Use DataStax Enterprise with the integrated GIS Tools for Hadoop and custom
ESRI-import tool.
This example shows how to use DataStax Enterprise with the integrated GIS Tools for
Hadoop and custom ESRI-import tool for the following tasks:
- Create a CQL table to accommodate ESRI earthquake data.
- Load ESRI earthquake data from a CSV file into Cassandra.
- Load county geographic information from a JSON file into Hive.
- Analyze the data to determine the location of earthquakes.
The example assumes that you started DataStax
Enterprise as a Hadoop-enabled analytics node.
Procedure
-
Download the CSV and JSON files from
the DataStax web site for this example.
-
Unzip the file into a directory.
The gis.zip file contains earthquakes.csv and california-counties.json.
-
In cqlsh, create and use a keyspace.
cqlsh> CREATE KEYSPACE gis WITH replication = {'class': 'NetworkTopologyStrategy', 'Analytics': 1 };
cqlsh> USE gis;
-
Create a schema for the earthquake data in earthquakes.csv.
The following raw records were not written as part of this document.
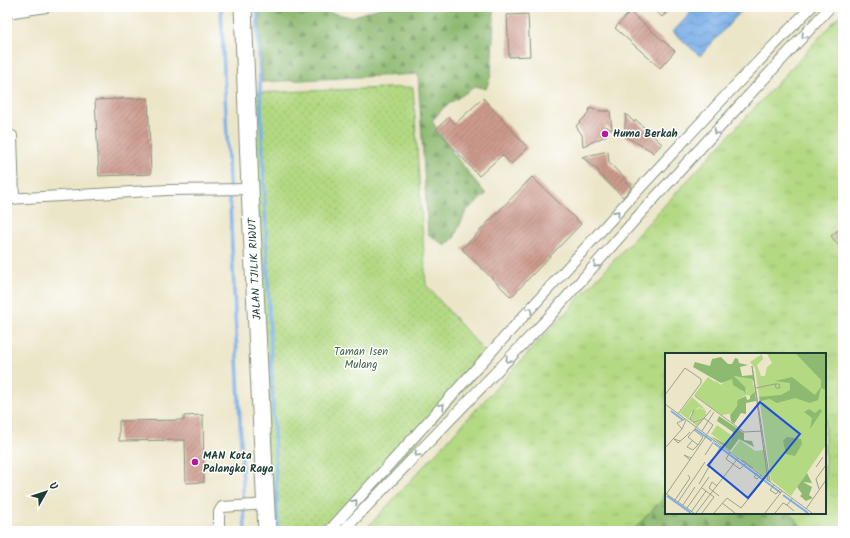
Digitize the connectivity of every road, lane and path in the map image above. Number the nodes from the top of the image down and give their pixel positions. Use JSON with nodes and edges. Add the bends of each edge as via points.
{"nodes":[{"id":1,"x":46,"y":7,"type":"edge"},
{"id":2,"x":243,"y":7,"type":"edge"},
{"id":3,"x":811,"y":7,"type":"edge"},
{"id":4,"x":830,"y":7,"type":"edge"},
{"id":5,"x":7,"y":14,"type":"edge"},
{"id":6,"x":12,"y":136,"type":"dead end"},
{"id":7,"x":250,"y":189,"type":"junction"},
{"id":8,"x":11,"y":199,"type":"edge"},
{"id":9,"x":266,"y":504,"type":"junction"},
{"id":10,"x":219,"y":531,"type":"edge"},
{"id":11,"x":267,"y":531,"type":"edge"},
{"id":12,"x":329,"y":531,"type":"edge"},
{"id":13,"x":343,"y":531,"type":"edge"}],
"edges":[{"from":1,"to":5,"type":"street"},
{"from":2,"to":7,"type":"highway","name":"JALAN TJILIK RIWUT"},
{"from":12,"to":3,"type":"street","one_way":true,"via":[[627,202]]},
{"from":4,"to":13,"type":"street","one_way":true,"via":[[640,214],[549,318]]},
{"from":6,"to":8,"type":"street"},
{"from":7,"to":8,"type":"street","via":[[168,190]]},
{"from":7,"to":9,"type":"highway","name":"JALAN TJILIK RIWUT"},
{"from":9,"to":10,"type":"street","via":[[222,507],[219,512]]},
{"from":9,"to":11,"type":"highway","name":"JALAN TJILIK RIWUT"}]}
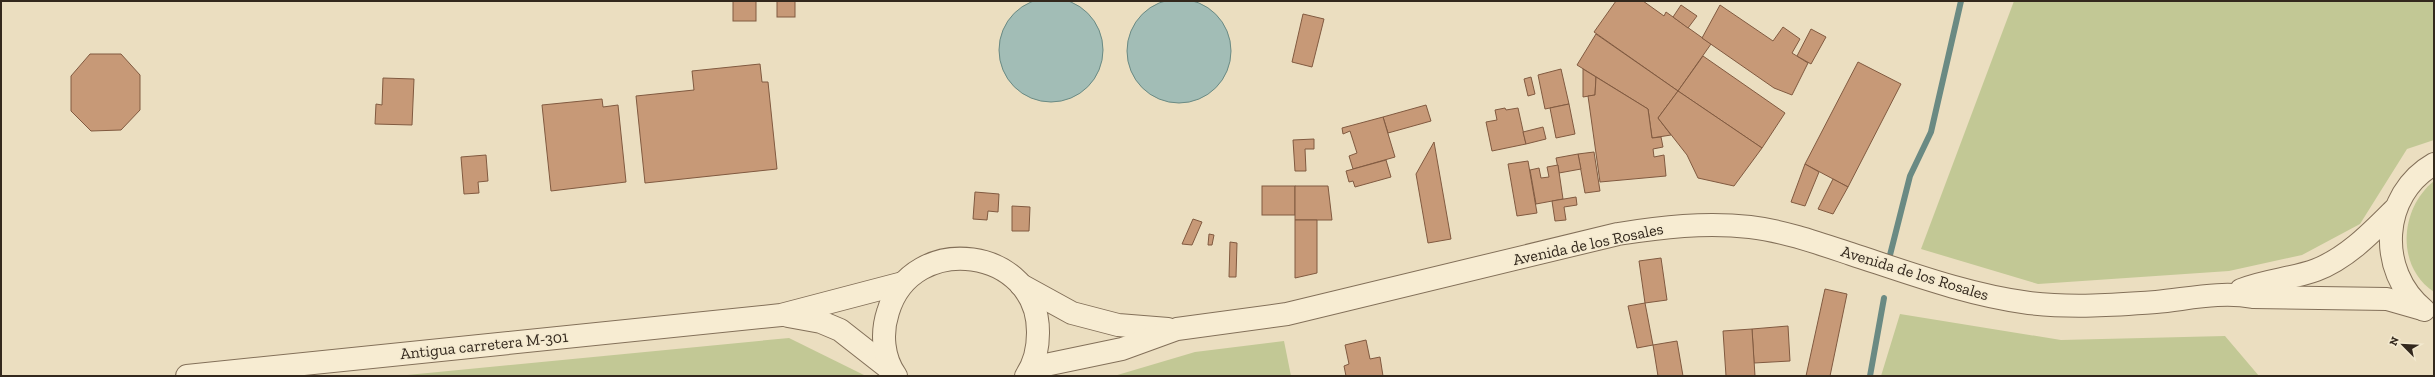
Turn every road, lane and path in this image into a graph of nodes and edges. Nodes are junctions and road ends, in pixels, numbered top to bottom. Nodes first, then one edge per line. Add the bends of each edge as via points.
1 (2434, 164) edge
2 (2394, 210) junction
3 (903, 283) junction
4 (1020, 284) junction
5 (2234, 293) junction
6 (2428, 313) edge
7 (781, 315) junction
8 (1177, 329) junction
9 (1029, 372) edge
10 (894, 373) edge
11 (187, 376) edge

1 - 2 street via 2406,188
2 - 5 street, Avenida de los Rosales via 2367,237 2340,258 2316,270
2 - 6 street via 2390,237 2393,264 2404,289
3 - 4 street via 924,267 949,258 975,258 1000,268
3 - 7 street, Antigua carretera M-301
3 - 10 street via 890,303 884,325 884,348
4 - 8 street, Avenida de los Rosales via 1072,313 1118,325
4 - 9 street via 1032,303 1038,324 1038,347
5 - 6 street, Avenida de los Rosales via 2253,297 2387,299
5 - 8 street, Avenida de los Rosales via 2156,302 2066,305 2030,303 1933,281 1795,237 1751,227 1704,224 1618,234 1287,314
7 - 10 street, Antigua carretera M-301 via 821,322 840,330
7 - 11 street, Antigua carretera M-301
8 - 9 street, Avenida de los Rosales via 1122,349

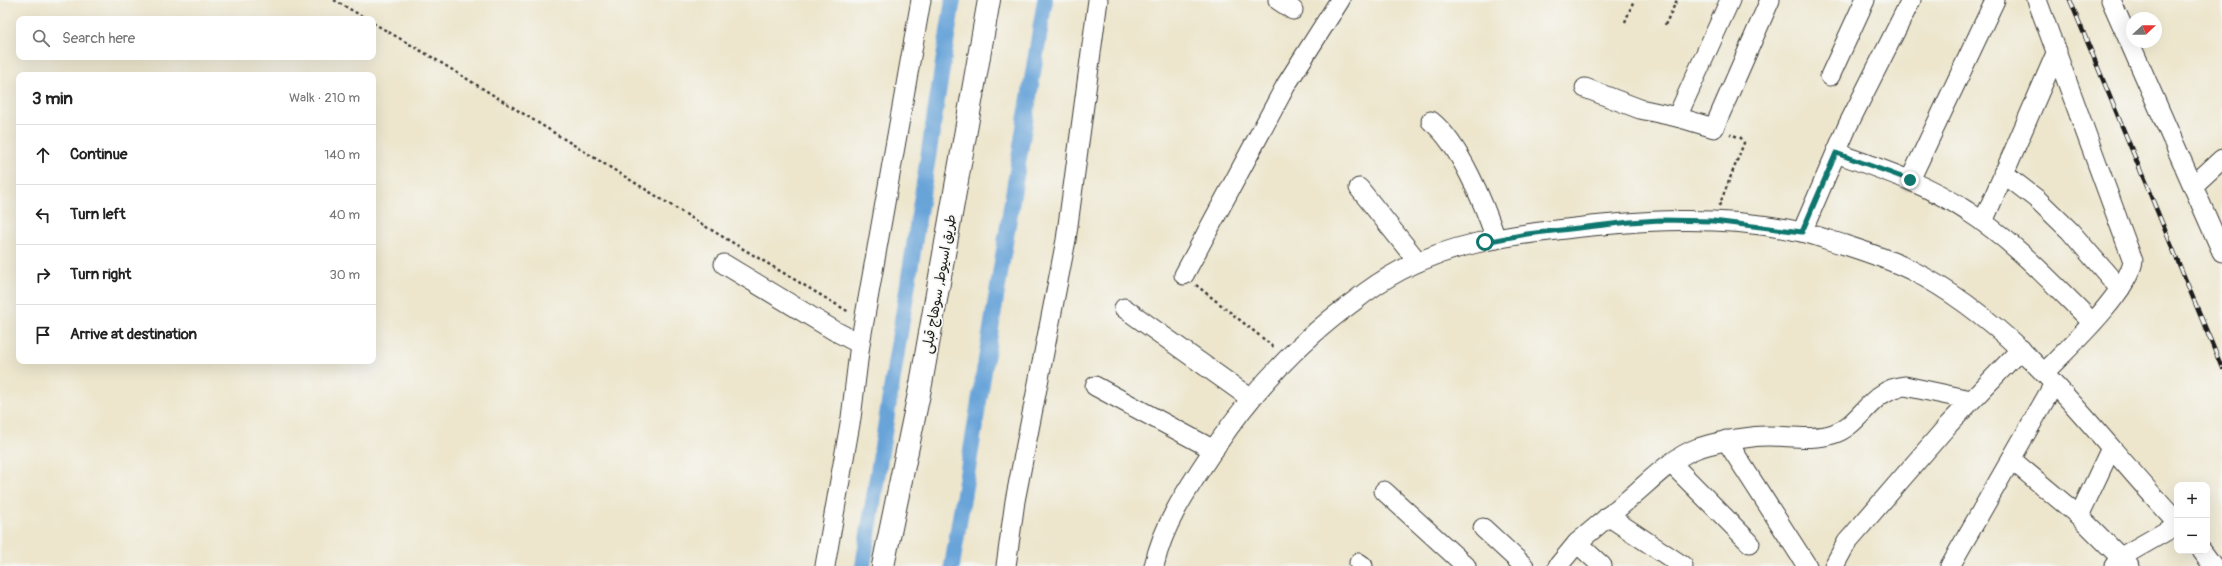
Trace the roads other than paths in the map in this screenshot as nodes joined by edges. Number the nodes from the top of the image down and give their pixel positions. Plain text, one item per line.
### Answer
1 (921, 0) edge
2 (988, 0) edge
3 (1098, 0) edge
4 (1340, 0) edge
5 (1730, 0) edge
6 (1770, 0) edge
7 (1865, 0) edge
8 (1911, 0) edge
9 (1995, 0) edge
10 (2037, 0) edge
11 (2111, 0) edge
12 (2057, 51) junction
13 (1830, 76) dead end
14 (1585, 88) dead end
15 (1677, 117) junction
16 (1431, 121) dead end
17 (1836, 153) junction
18 (2222, 159) edge
19 (2003, 173) junction
20 (1910, 180) junction
21 (2194, 185) junction
22 (1359, 188) dead end
23 (1983, 222) junction
24 (1802, 232) junction
25 (1496, 239) junction
26 (2222, 252) edge
27 (1418, 262) junction
28 (724, 264) dead end
29 (1184, 275) road end
30 (2120, 289) junction
31 (1124, 308) dead end
32 (2092, 322) junction
33 (860, 344) junction
34 (2021, 349) junction
35 (2049, 379) junction
36 (1095, 386) dead end
37 (1250, 398) junction
38 (1971, 400) junction
39 (1726, 440) junction
40 (2111, 448) junction
41 (1214, 450) junction
42 (2012, 460) junction
43 (1671, 462) junction
44 (1384, 491) dead end
45 (1608, 516) junction
46 (2079, 516) junction
47 (2174, 519) edge
48 (2174, 527) edge
49 (1483, 528) dead end
50 (1577, 543) junction
51 (1750, 543) dead end
52 (2121, 563) edge
53 (826, 566) edge
54 (882, 566) edge
55 (1006, 566) edge
56 (1154, 566) edge
57 (1466, 566) edge
58 (1524, 566) edge
59 (1558, 566) edge
60 (1602, 566) edge
61 (1683, 566) edge
62 (1807, 566) edge
63 (1834, 566) edge
64 (1950, 566) edge

1 - 33 street
2 - 54 main road, طريق اسيوط, سوهاج قبلى
3 - 55 street
4 - 29 street
5 - 15 street
6 - 15 street
7 - 13 street
8 - 17 street
9 - 20 street
10 - 12 street
11 - 21 street
12 - 19 street
12 - 30 street
14 - 15 street
16 - 25 street
17 - 20 street
17 - 24 street
18 - 21 street
19 - 23 street
19 - 30 street
20 - 23 street
21 - 26 street
22 - 27 street
23 - 32 street
24 - 25 street
24 - 34 street
25 - 27 street
27 - 37 street
28 - 33 street
30 - 32 street
31 - 37 street
32 - 35 street
33 - 53 street
34 - 35 street
34 - 38 street
35 - 40 street
35 - 42 street
36 - 41 street
37 - 41 street
38 - 39 street
38 - 63 street
39 - 43 street
39 - 62 street
40 - 46 street
40 - 47 street
41 - 56 street
42 - 46 street
42 - 64 street
43 - 45 street
43 - 51 street
44 - 57 street
45 - 50 street
45 - 61 street
46 - 52 street
48 - 52 street
49 - 58 street
50 - 59 street
50 - 60 street

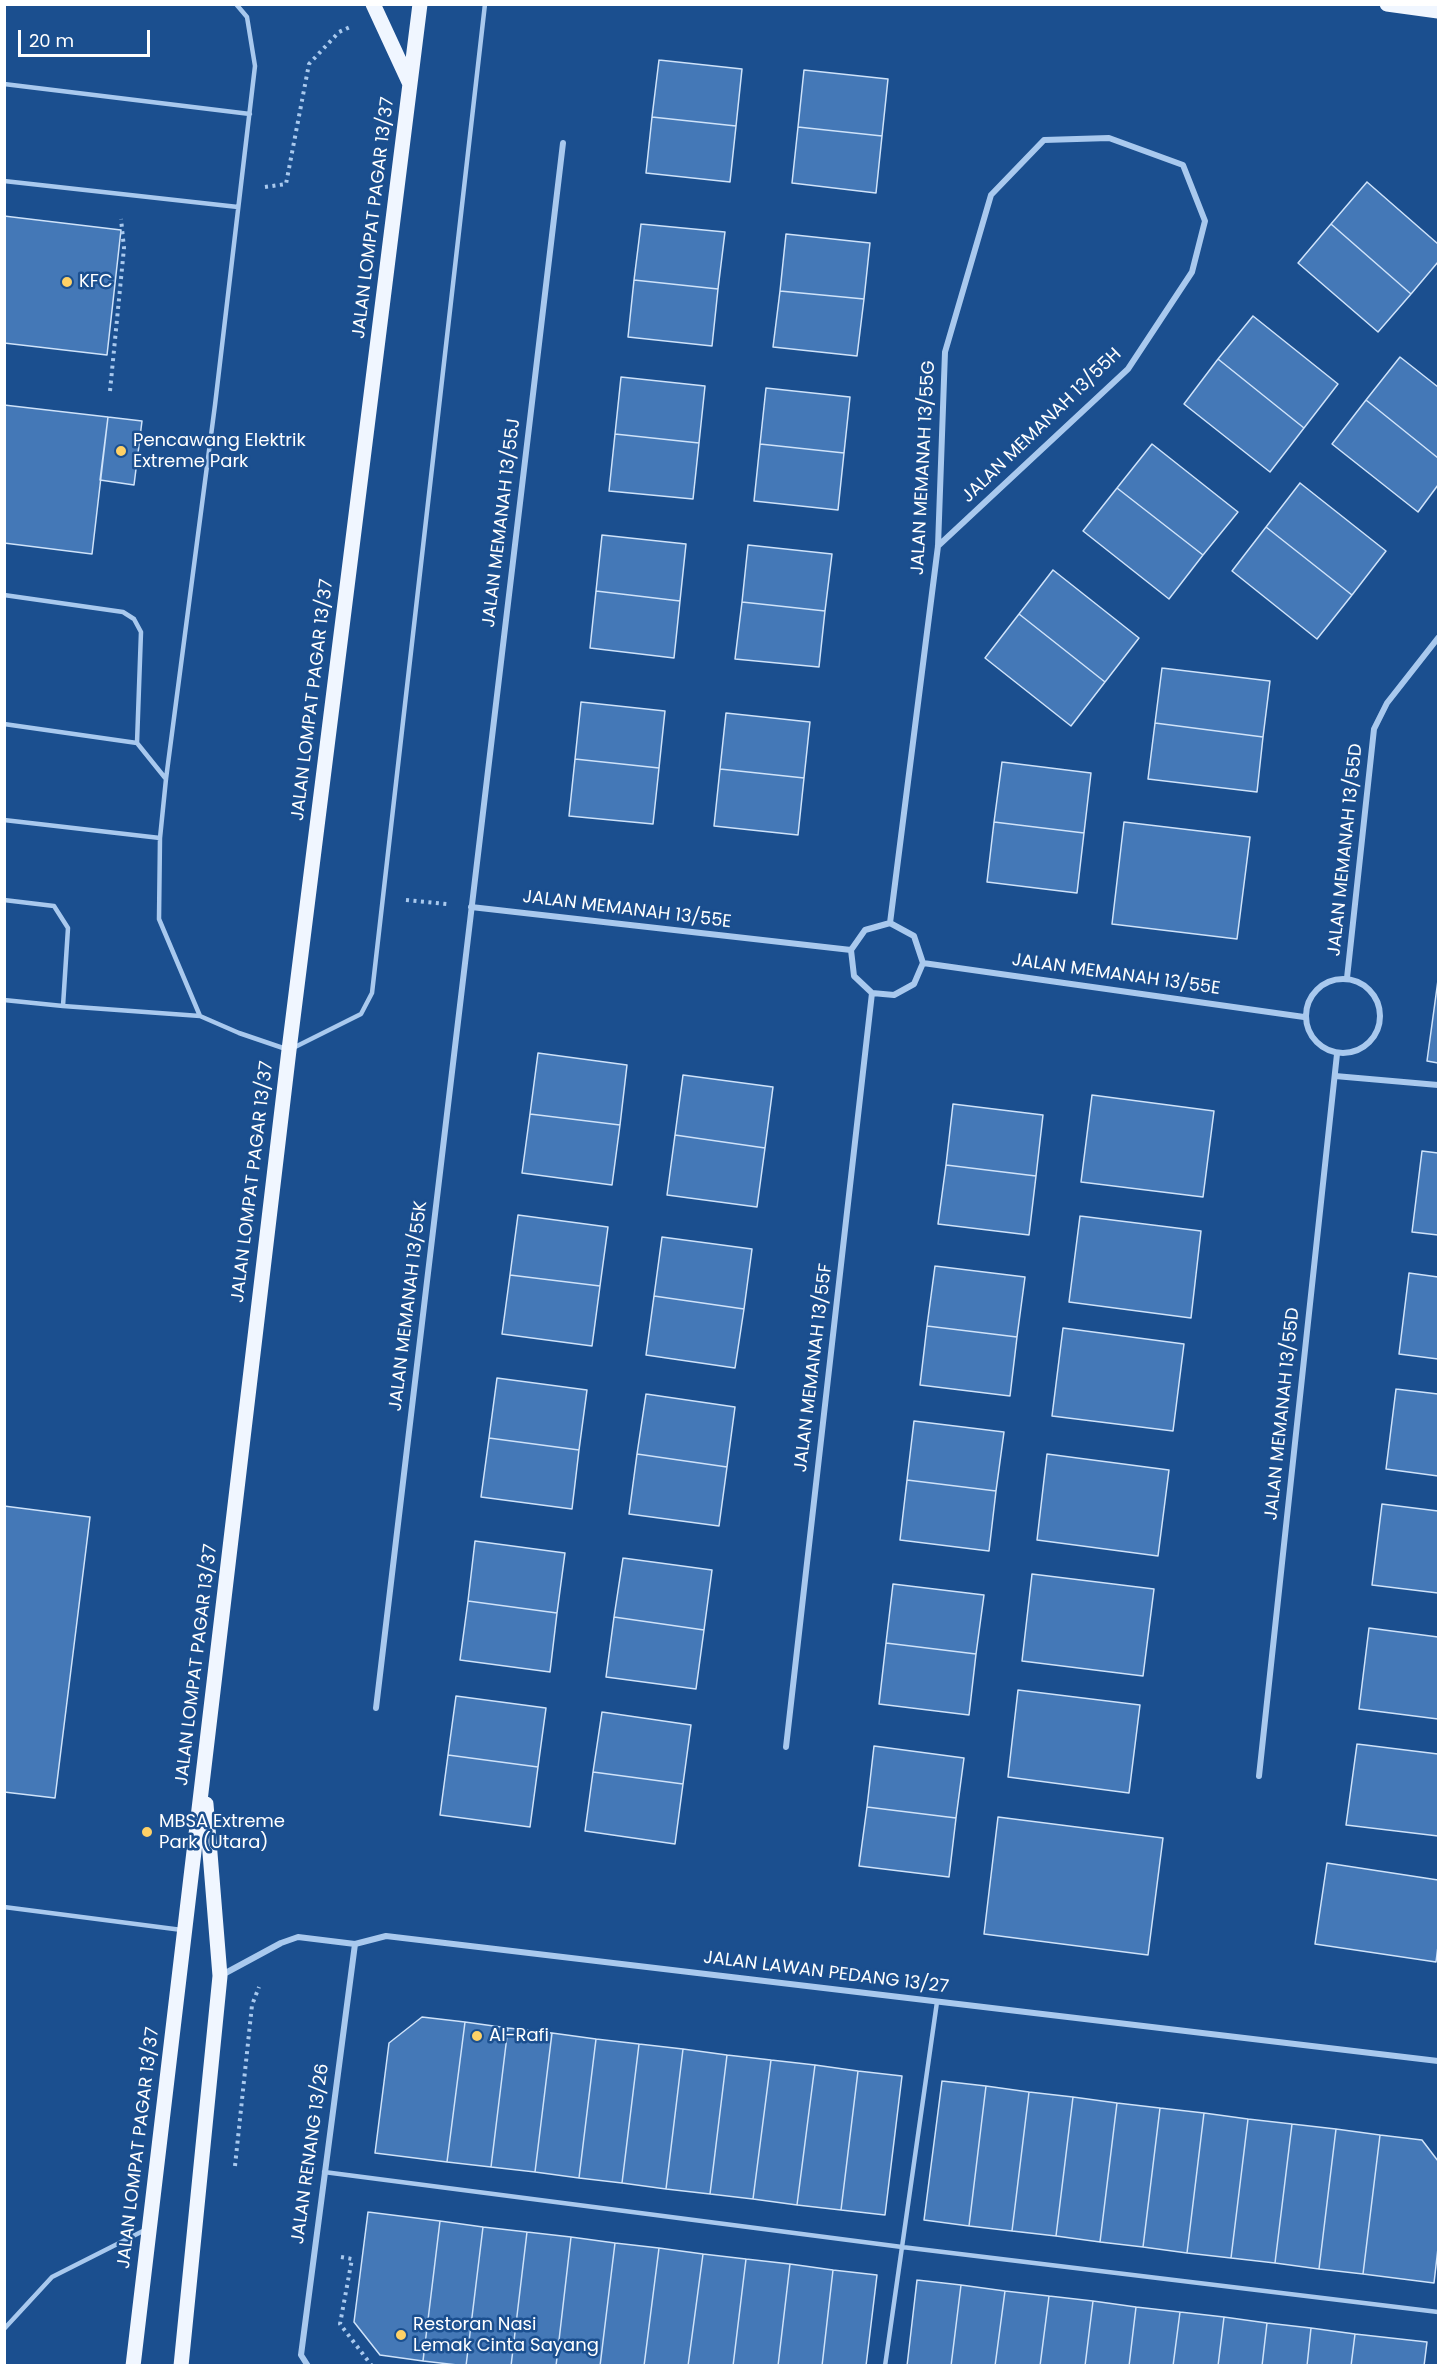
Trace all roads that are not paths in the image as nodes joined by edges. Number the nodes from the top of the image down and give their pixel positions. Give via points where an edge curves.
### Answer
1 (236, 4) edge
2 (373, 4) edge
3 (420, 4) edge
4 (484, 4) edge
5 (1387, 4) edge
6 (1438, 11) edge
7 (4, 84) edge
8 (410, 84) junction
9 (250, 114) junction
10 (1109, 138) joint
11 (563, 143) dead end
12 (4, 181) edge
13 (238, 207) junction
14 (938, 546) junction
15 (4, 595) edge
16 (1438, 638) edge
17 (4, 724) edge
18 (136, 743) junction
19 (166, 779) junction
20 (4, 820) edge
21 (160, 838) junction
22 (4, 900) edge
23 (471, 907) junction
24 (890, 923) junction
25 (851, 950) junction
26 (923, 963) junction
27 (1347, 978) junction
28 (872, 993) junction
29 (4, 1000) edge
30 (63, 1006) junction
31 (201, 1016) junction
32 (1304, 1017) junction
33 (289, 1050) junction
34 (1336, 1054) junction
35 (1335, 1076) junction
36 (1438, 1085) edge
37 (376, 1708) dead end
38 (786, 1747) dead end
39 (204, 1770) junction
40 (1259, 1776) dead end
41 (4, 1907) edge
42 (185, 1930) junction
43 (355, 1944) junction
44 (220, 1976) junction
45 (937, 2002) junction
46 (1438, 2061) edge
47 (324, 2172) junction
48 (149, 2228) junction
49 (902, 2247) junction
50 (1438, 2312) edge
51 (4, 2329) edge
52 (132, 2366) edge
53 (181, 2366) edge
54 (308, 2366) edge
55 (885, 2366) edge

1 - 9 lane via 247,17 255,66
2 - 8 main road
3 - 8 main road, JALAN LOMPAT PAGAR 13/37
4 - 33 lane via 372,993 360,1014
5 - 6 main road
7 - 9 lane
8 - 33 main road, JALAN LOMPAT PAGAR 13/37
9 - 13 lane
10 - 14 street, JALAN MEMANAH 13/55G via 1044,140 991,195 945,352
10 - 14 street, JALAN MEMANAH 13/55H via 1183,165 1205,221 1192,272 1128,369
11 - 23 street, JALAN MEMANAH 13/55J
12 - 13 lane
13 - 19 lane
14 - 24 street, JALAN MEMANAH 13/55G
15 - 18 lane via 123,612 134,619 141,632
16 - 27 street, JALAN MEMANAH 13/55D via 1387,703 1374,729
17 - 18 lane
18 - 19 lane
19 - 21 lane
20 - 21 lane
21 - 31 lane via 159,919
22 - 30 lane via 54,906 68,928
23 - 25 street, JALAN MEMANAH 13/55E
23 - 37 street, JALAN MEMANAH 13/55K
24 - 25 street via 865,930
24 - 26 street via 914,936
25 - 28 street via 854,976
26 - 28 street via 914,984 894,996
26 - 32 street, JALAN MEMANAH 13/55E
27 - 32 street via 1326,982 1310,996
27 - 34 street via 1366,986 1378,1002 1381,1022 1373,1040 1357,1052
28 - 38 street, JALAN MEMANAH 13/55F
29 - 30 lane
30 - 31 lane
31 - 33 lane
32 - 34 street via 1314,1042
33 - 39 main road, JALAN LOMPAT PAGAR 13/37
34 - 35 street, JALAN MEMANAH 13/55D
35 - 36 street
35 - 40 street, JALAN MEMANAH 13/55D
39 - 42 main road, JALAN LOMPAT PAGAR 13/37
39 - 44 main road
41 - 42 lane
42 - 48 main road, JALAN LOMPAT PAGAR 13/37
43 - 44 street, JALAN LAWAN PEDANG 13/27 via 298,1937
43 - 45 street, JALAN LAWAN PEDANG 13/27 via 386,1936
43 - 47 street, JALAN RENANG 13/26
44 - 53 main road
45 - 46 street, JALAN LAWAN PEDANG 13/27
45 - 49 lane
47 - 49 lane
47 - 54 street, JALAN RENANG 13/26 via 301,2355
48 - 51 lane via 52,2277
48 - 52 main road, JALAN LOMPAT PAGAR 13/37
49 - 50 lane
49 - 55 lane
cqlsh:gis> CREATE TABLE earthquakes (
datetime text PRIMARY KEY,
latitude double,
longitude double,
depth double,
magnitude double,
magtype text,
nbstations int,
gap double,
distance double,
rms double,
source text,
eventid int
);
Although the earthquake dates are in ISO 8601 format, the schema uses the text
type for the datetime column because 1898 - 2011 is outside the
timestamp type range.
-
Copy the data in the CSV file to the table using the path that you chose for
the CSV file.
cqlsh:gis> COPY earthquakes (datetime, latitude, longitude, depth, magnitude, magtype, nbstations, gap, distance, rms, source, eventid) FROM 'path/earthquakes.csv' WITH HEADER = 'true';
-
Start a Hive client.
-
From Hive, access the gis database in Cassandra.
-
In Hive, create a managed table named counties that defines a schema for the
California counties data.
hive> CREATE TABLE IF NOT EXISTS counties (
Area string,
Perimeter string,
State string,
County string,
Name string,
BoundaryShape binary
)
ROW FORMAT SERDE 'com.esri.hadoop.hive.serde.JsonSerde'
STORED AS INPUTFORMAT 'com.esri.json.hadoop.EnclosedJsonInputFormat'
OUTPUTFORMAT 'org.apache.hadoop.hive.ql.io.HiveIgnoreKeyTextOutputFormat';
-
Load the ESRI county data into the table. Use the path to the
california-counties.json file you downloaded.
hive> LOAD DATA LOCAL INPATH 'path/california-counties.json' OVERWRITE INTO TABLE counties;
The output looks something like
this:
Copying data from file:/Users/me/builds/dse-4.x/bin/california-counties.json
Copying file: file:/Users/me/builds/dse-4.x/bin/california-counties.json
Loading data to table gis.counties
Table gis.counties stats: [num_partitions: 0, num_files: 1, num_rows: 0, total_size: 1028330, raw_data_size: 0]
OK
-
In Hive, create temporary functions for the geometry API calls.
hive> create temporary function ST_Point as 'com.esri.hadoop.hive.ST_Point';
hive> create temporary function ST_Contains as 'com.esri.hadoop.hive.ST_Contains';
-
Join the counties and earthquake tables, and query the data to determine the
number of earthquakes in each county.
hive> SELECT counties.name, count(*) cnt FROM counties
JOIN earthquakes
WHERE ST_Contains(counties.boundaryshape, ST_Point(earthquakes.longitude, earthquakes.latitude))
GROUP BY counties.name
ORDER BY cnt desc;
The MapReduce job runs, and the output
appears.
Kern 36
San Bernardino 35
Imperial 28
Inyo 20
Los Angeles 18
Monterey 14
Riverside 14
Santa Clara 12
Fresno 11
San Benito 11
San Diego 7
Santa Cruz 5
San Luis Obispo 3
Ventura 3
Orange 2
San Mateo 1